International travel to and from China remains deeply depressed, due mostly to strict restrictions on international arrivals that the Chinese government has in place. But the story in the domestic market is quite different.

ForwardKeys attributed that recovery most notably to China getting the Covid-19 pandemic under control. The virus originated in China’s Hubei province late last year and daily confirmed cases were often above 3,000 in February. But since March the daily case count has rarely risen above 200.

According to the World Health Organization, the country of 1.4 billion has confirmed no more than 180 new cases during any day in August, with the daily count having ranged below 100 for more than two weeks. The low numbers led to the resumption of group tours within China in mid-July.

Helping to boost demand in the coming weeks will be a spate of travel by the school and university students ahead of the upcoming fall terms, ForwardKeys said. In addition, airlines are boosting demand with aggressive price promotions.

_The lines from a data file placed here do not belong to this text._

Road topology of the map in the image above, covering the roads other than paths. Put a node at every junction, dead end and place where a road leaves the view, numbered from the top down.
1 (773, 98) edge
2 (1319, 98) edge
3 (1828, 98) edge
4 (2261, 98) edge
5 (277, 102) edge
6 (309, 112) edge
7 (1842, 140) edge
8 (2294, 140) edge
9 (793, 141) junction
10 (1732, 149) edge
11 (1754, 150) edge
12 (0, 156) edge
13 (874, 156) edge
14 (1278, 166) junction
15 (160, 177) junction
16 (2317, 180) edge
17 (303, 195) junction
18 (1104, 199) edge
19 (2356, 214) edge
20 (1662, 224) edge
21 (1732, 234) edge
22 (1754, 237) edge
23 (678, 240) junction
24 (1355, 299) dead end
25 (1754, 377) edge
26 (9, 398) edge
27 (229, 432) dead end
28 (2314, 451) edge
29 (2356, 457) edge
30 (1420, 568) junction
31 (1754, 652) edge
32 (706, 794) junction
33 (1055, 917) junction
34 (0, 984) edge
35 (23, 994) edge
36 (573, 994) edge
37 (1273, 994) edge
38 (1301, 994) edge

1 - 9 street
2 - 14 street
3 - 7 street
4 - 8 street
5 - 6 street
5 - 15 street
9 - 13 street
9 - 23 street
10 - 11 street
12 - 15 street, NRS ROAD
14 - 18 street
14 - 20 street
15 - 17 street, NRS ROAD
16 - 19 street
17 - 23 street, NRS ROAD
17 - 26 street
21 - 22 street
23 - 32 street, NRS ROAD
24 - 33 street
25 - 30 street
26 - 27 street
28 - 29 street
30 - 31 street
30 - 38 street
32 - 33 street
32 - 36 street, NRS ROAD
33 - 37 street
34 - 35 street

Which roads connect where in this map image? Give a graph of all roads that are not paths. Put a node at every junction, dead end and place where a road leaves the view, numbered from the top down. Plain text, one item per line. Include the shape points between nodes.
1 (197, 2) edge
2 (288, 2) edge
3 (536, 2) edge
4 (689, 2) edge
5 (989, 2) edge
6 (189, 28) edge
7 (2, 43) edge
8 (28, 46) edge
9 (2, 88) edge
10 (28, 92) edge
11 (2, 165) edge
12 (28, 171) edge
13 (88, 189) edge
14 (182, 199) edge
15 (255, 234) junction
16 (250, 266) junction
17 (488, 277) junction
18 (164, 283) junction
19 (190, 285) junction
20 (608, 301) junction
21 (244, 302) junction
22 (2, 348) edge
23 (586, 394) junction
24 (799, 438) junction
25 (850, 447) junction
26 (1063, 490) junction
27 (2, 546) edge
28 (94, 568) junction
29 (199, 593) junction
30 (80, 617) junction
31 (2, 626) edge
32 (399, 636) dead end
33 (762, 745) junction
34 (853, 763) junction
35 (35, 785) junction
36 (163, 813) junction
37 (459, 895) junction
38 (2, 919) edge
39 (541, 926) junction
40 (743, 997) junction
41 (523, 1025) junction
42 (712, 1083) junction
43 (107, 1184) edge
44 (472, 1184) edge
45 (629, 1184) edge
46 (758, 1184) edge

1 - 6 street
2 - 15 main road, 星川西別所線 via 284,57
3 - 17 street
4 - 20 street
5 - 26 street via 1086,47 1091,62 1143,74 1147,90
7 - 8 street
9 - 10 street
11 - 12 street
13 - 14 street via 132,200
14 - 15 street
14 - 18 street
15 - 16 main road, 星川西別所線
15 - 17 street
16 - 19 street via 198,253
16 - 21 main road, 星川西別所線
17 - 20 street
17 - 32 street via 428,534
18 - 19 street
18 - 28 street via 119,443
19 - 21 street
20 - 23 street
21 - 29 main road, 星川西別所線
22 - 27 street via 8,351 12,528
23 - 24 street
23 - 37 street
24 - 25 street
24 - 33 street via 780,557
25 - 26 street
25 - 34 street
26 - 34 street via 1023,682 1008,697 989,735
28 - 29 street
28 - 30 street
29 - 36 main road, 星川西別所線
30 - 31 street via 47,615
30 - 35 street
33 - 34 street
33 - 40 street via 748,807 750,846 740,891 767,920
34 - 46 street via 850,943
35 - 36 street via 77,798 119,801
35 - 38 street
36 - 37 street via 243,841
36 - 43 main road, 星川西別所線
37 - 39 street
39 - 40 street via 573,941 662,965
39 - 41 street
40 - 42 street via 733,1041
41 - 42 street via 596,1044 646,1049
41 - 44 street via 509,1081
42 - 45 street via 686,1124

With China’s domestic air market typically the second largest in the world behind the U.S., the recovery could offer lessons here, where throughput at U.S. airports was down 70.6% year over year last week.

The first and obvious solution for the U.S., said ForwardKeys spokesman David Tarsh, is to eliminate the virus. Once that happens, confidence in air travel can follow.

“Travel can recover when people feel safe traveling when governments feel it’s safe to let people travel and when the market encourages people to travel,” Tarsh said.